On the Threshold of Transformation:
Liminality and Symbolic Death
Presented by
Thomas Elsner, JD, MA
Sunday, September 10, 2023, 4:00 – 6:00 pm PDT (UTC – 7)
This program will be recorded and made available publicly on our YouTube channel.
The death of one thing is the birth of another. Liminal states of symbolic death and rebirth are central to the transformation of consciousness. We will explore liminality as it appears in ancient and medieval alchemy, Romantic poetry, Jungian psychology, within our dreams, and our personal experience of life.
In the late 1950’s, at the height of the Cold War, Jung wrote that “we are threatened with universal genocide if we cannot work out the way of salvation by a symbolic death.” What can individuals hope to contribute to the problem of war, the possible elimination of the human in the face of cyber-physical systems, the disintegration of religious meaning, political chaos, and other crises that confront all of us in the contemporary world? Liminal imagery of symbolic death applies to contemporary collective issues, particularly the creative evolution of Western solar/patriarchal consciousness (the religions of the Book, the European Enlightenment) via a return of the repressed lunar/matriarchal consciousness of the past. Applications will be offered for discussion.

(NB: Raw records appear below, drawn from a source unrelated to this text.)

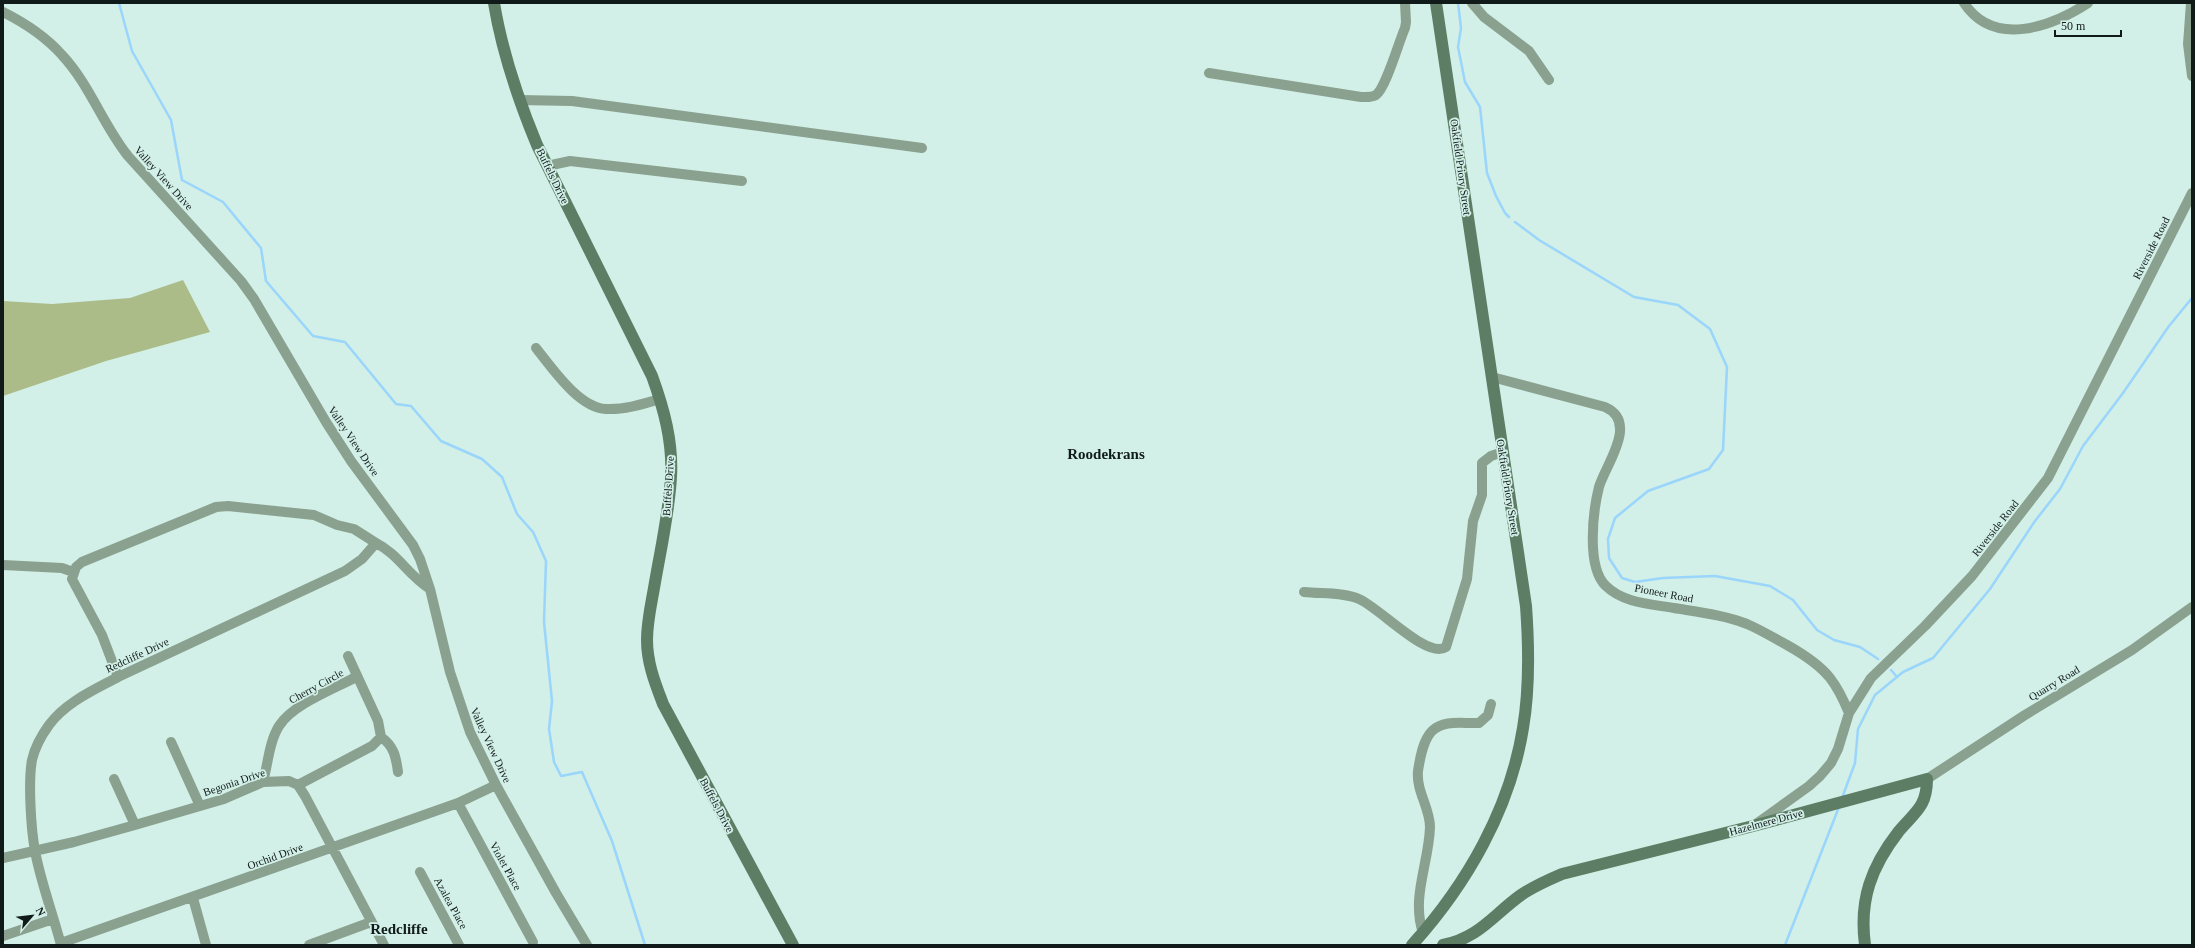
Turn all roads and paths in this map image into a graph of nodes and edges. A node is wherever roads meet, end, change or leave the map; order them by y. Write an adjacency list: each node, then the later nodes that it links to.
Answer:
1 (494, 3): 12 (street, Buffels Drive)
2 (1405, 3): 9 (street)
3 (1436, 3): 18 (street, Oakfield Priory Street)
4 (1472, 3): 11 (street)
5 (1964, 3): 6 (street)
6 (2088, 3)
7 (2191, 3): 10 (street)
8 (3, 12): 24 (street, Valley View Drive)
9 (1209, 73)
10 (2192, 76)
11 (1549, 80)
12 (520, 100): 13 (street); 14 (street, Buffels Drive)
13 (922, 148)
14 (547, 166): 15 (street); 19 (street, Buffels Drive)
15 (742, 181)
16 (2192, 193): 31 (street, Riverside Road)
17 (536, 348): 19 (street)
18 (1492, 377): 20 (street, Oakfield Priory Street); 31 (street, Pioneer Road)
19 (660, 399): 60 (street, Buffels Drive)
20 (1503, 452): 25 (street); 51 (street, Oakfield Priory Street)
21 (376, 543): 23 (street); 24 (street); 28 (street, Redcliffe Drive)
22 (3, 565): 23 (street)
23 (73, 572): 28 (street)
24 (430, 588): 39 (street, Valley View Drive)
25 (1304, 592)
26 (2192, 607): 36 (street, Quarry Road)
27 (348, 656): 29 (street, Cherry Circle)
28 (118, 677): 45 (street, Redcliffe Drive)
29 (356, 677): 32 (street, Cherry Circle); 37 (street, Cherry Circle)
30 (1491, 704): 51 (street)
31 (1849, 713): 43 (street, Riverside Road)
32 (381, 737): 34 (street, Cherry Circle); 38 (street)
33 (171, 742): 41 (street)
34 (398, 772)
35 (114, 779): 42 (street)
36 (1927, 779): 43 (street, Hazelmere Drive); 63 (street)
37 (263, 782): 38 (street, Begonia Drive); 41 (street, Begonia Drive)
38 (298, 785): 44 (street)
39 (496, 785): 40 (street, Orchid Drive); 59 (street, Valley View Drive)
40 (458, 803): 44 (street, Orchid Drive); 53 (street, Violet Place)
41 (200, 806): 42 (street, Begonia Drive)
42 (135, 825): 45 (street, Begonia Drive)
43 (1753, 826): 62 (street, Hazelmere Drive)
44 (333, 848): 48 (street, Orchid Drive); 50 (street)
45 (35, 851): 46 (street, Begonia Drive); 49 (street, Redcliffe Drive)
46 (3, 858)
47 (420, 872): 58 (street, Azalea Place)
48 (193, 898): 54 (street, Orchid Drive); 55 (street)
49 (53, 919): 52 (street); 54 (street, Redcliffe Drive)
50 (371, 922): 56 (street); 57 (street)
51 (1423, 933): 61 (street, Oakfield Priory Street)
52 (3, 936)
53 (533, 942)
54 (61, 944)
55 (206, 945)
56 (309, 945)
57 (384, 945)
58 (459, 945)
59 (587, 945)
60 (793, 945)
61 (1412, 945)
62 (1443, 945)
63 (1865, 945)

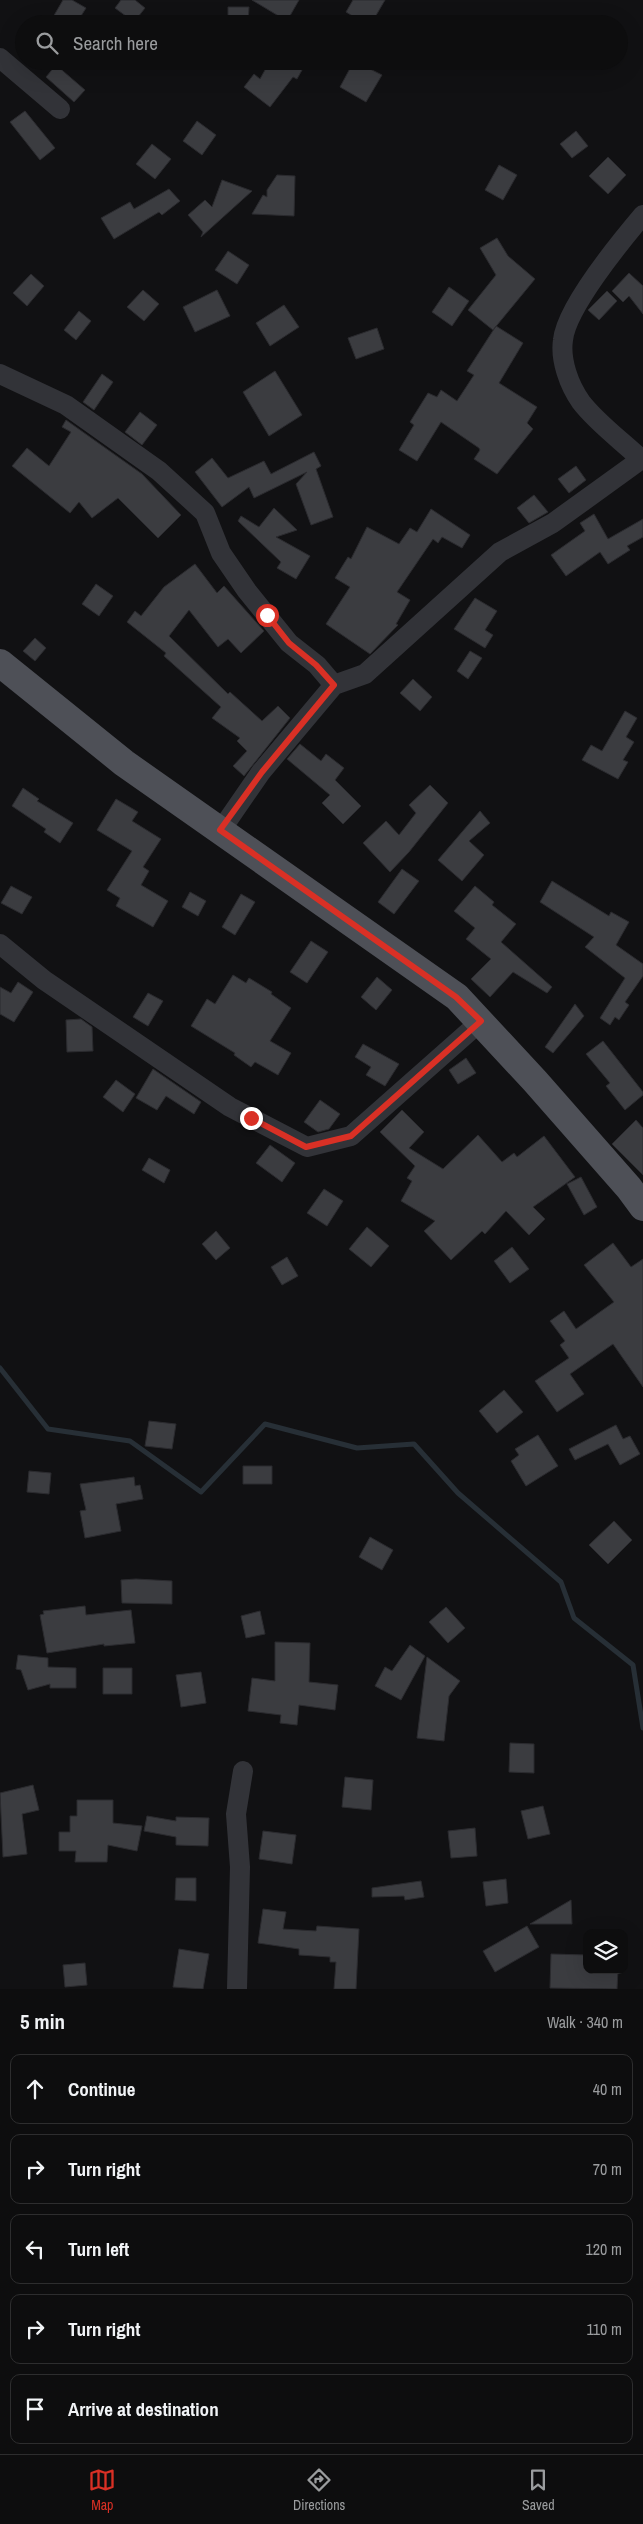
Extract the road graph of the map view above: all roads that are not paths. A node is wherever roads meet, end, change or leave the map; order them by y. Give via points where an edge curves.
1 (0, 58) edge
2 (60, 109) dead end
3 (643, 215) edge
4 (0, 374) edge
5 (642, 459) edge
6 (0, 663) edge
7 (334, 685) junction
8 (220, 830) junction
9 (0, 944) edge
10 (481, 1021) junction
11 (643, 1207) edge
12 (243, 1771) dead end
13 (237, 1989) edge

1 - 2 street
3 - 5 street via 595,278 570,318 563,340 565,368 580,401
4 - 7 street via 66,405 160,471 205,513 221,553 247,591 289,643
5 - 7 street via 553,524 500,552 365,674
6 - 8 main road via 124,764
7 - 8 street via 262,772
8 - 10 main road via 456,997
9 - 10 street via 44,980 230,1107 306,1147 351,1136
10 - 11 main road
12 - 13 street via 237,1804 240,1867

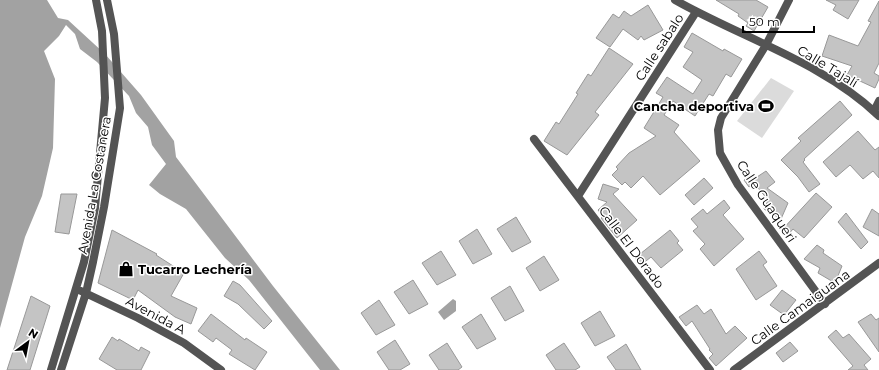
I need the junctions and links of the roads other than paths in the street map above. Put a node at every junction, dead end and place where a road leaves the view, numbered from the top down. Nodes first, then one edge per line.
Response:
1 (96, 0) edge
2 (107, 0) edge
3 (675, 0) edge
4 (789, 0) edge
5 (696, 12) junction
6 (766, 45) junction
7 (879, 101) edge
8 (877, 114) edge
9 (534, 139) dead end
10 (578, 196) junction
11 (879, 263) edge
12 (76, 290) junction
13 (86, 293) junction
14 (825, 304) junction
15 (51, 370) edge
16 (61, 370) edge
17 (221, 370) edge
18 (710, 370) edge
19 (734, 370) edge

1 - 12 street, Avenida La Costanera
2 - 13 street, Avenida La Costanera
3 - 5 street, Calle Tajalí
4 - 6 street, Calle Guaqueri
5 - 6 street, Calle Tajalí
5 - 10 street, Calle sabalo
6 - 8 street, Calle Tajalí
6 - 14 street, Calle Guaqueri
7 - 8 street
9 - 10 street, Calle El Dorado
10 - 18 street, Calle El Dorado
11 - 14 street, Calle Camaiguana
12 - 13 street, Avenida A
12 - 15 street, Avenida La Costanera
13 - 16 street, Avenida La Costanera
13 - 17 street, Avenida A
14 - 19 street, Calle Camaiguana

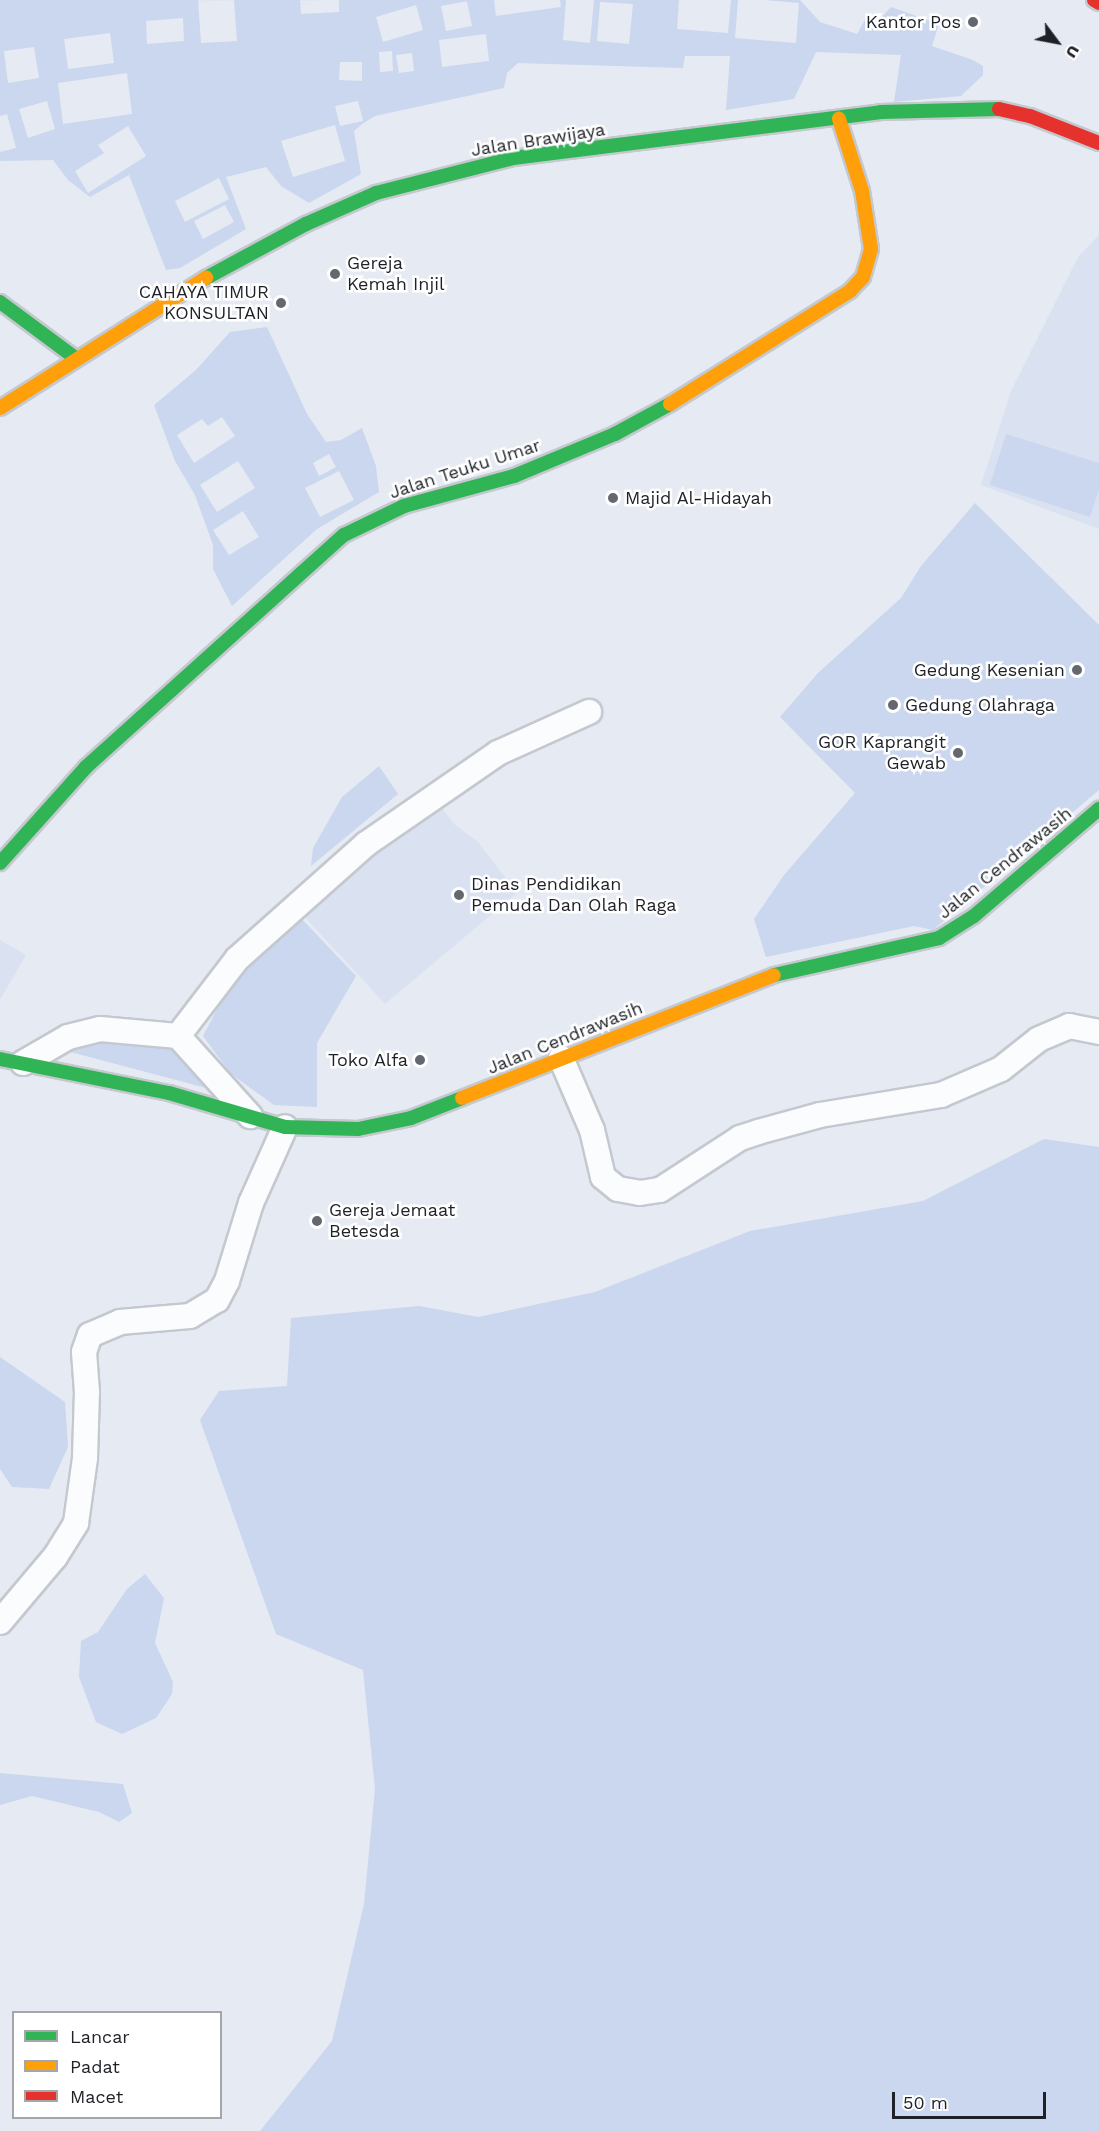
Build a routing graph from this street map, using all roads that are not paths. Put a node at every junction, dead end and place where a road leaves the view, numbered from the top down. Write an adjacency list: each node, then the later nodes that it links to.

Thomas Elsner, JD, MA, is a certified Jungian analyst practicing in Santa Barbara, California, and a graduate of the Jung–Von Franz Center for Depth Psychology in Zurich. A core faculty member and highly respected lecturer at Pacifica Graduate Institute for many years where he taught courses on depth psychology and alchemy, He has lectured and led workshops nationally and internationally. A recipient of the distinguished annual Fay Lecture series in analytical psychology, his book on Samuel Taylor Coleridge’s epic poem, The Rime of the Ancient Mariner should be published by the end of 2023.
Learning objectives:
Define and explain the concept of liminality.
Define and explain the concept of symbolic death and rebirth.
Apply the concept of liminal imagery of symbolic death to contemporary collective issues.